What I dislike about Qt is that it's a C++ only library with no proper way to use it in C. And Gtk imposes a convoluted object oriented C library you should learn and the usual tried & tested RAD point & click to get forms done is way more complicated than it should be, vis a vis the MSVC form builder, the way .NET does it or hell, even VB6. In hindsight, Windows API/GDI was great.
FWIW Windows - or at least the HWND parts - is also an object oriented API, it is just closer to something like Smalltalk (which i guess was more popular at the time) than C++. You still define a class with a message handler on it, create instances of this class and can create subclasses. Windows are really supposed to communicate with the outside world via messages and some Win32 calls are really just wrappers for SendMessage.
GUIs tend to fit perfectly with object oriented systems, so it makes sense for a GUI library for a non-OOP language to need to "invent" one. I think one failing of the Windows API was that they made this only for visual windows instead of creating a more generic "HOBJ" object system with message passing that the GUI bits would be implemented on and other system and user APIs would also be able to use.
Though on the other hand Windows event-driven message passing was already a culture shock to most programmers at the time and this could make things even harder :-P
1 reply →
I don't find any of this persuasive, but I'll just say: If Win32 were actually more ergonomic than modern UI development, then you'd actually see people using it for apps. Instead, Win32 is basically only used for maintenance of legacy apps at least 15 years old and low-level plumbing. Developers want something better.
Most modern frameworks provide more functionality than raw Win32, such as automatic layout management and most of those are also cross-platform.
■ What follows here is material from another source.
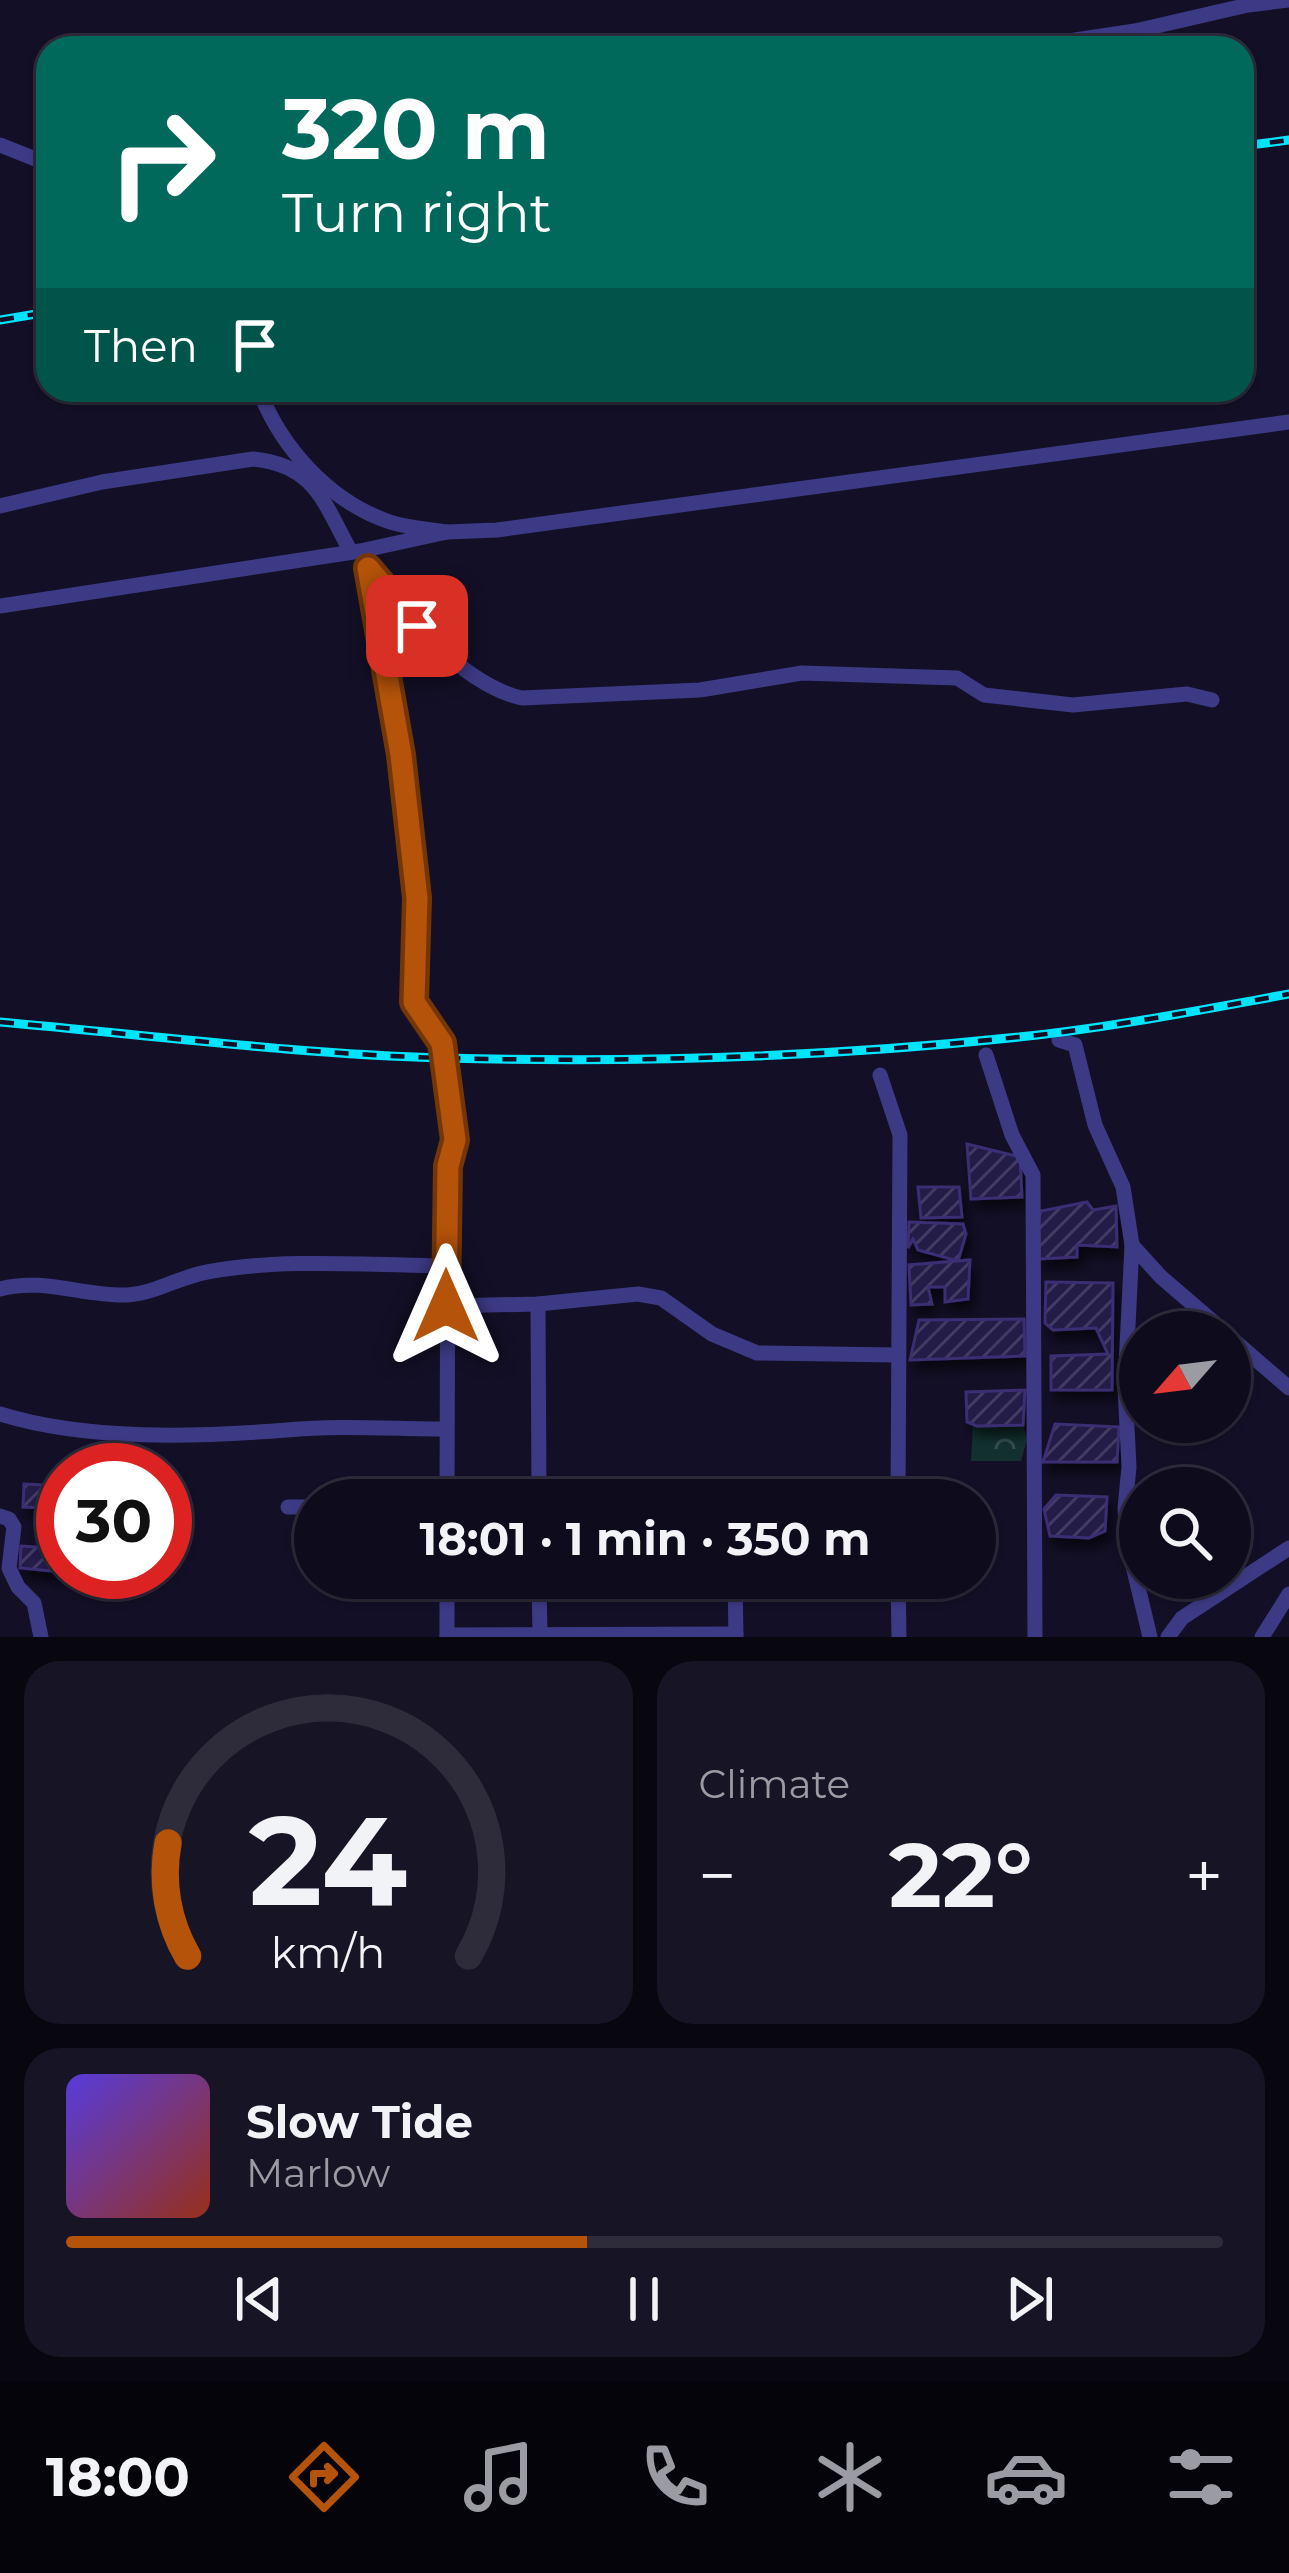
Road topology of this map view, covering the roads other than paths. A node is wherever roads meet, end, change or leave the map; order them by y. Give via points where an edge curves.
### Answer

People use those frameworks because of those features and/or need to be cross-platform, not because of Win32's ergonomics.
Win32 only provides the basic building blocks for the UI and Microsoft decided that this is enough (i disagree, i'd like them to add new APIs to Win32 for stuff like layout management, resizable dialogs, dockable panels, etc) and anything else should be provided by other libraries, so you just see people using these other libraries.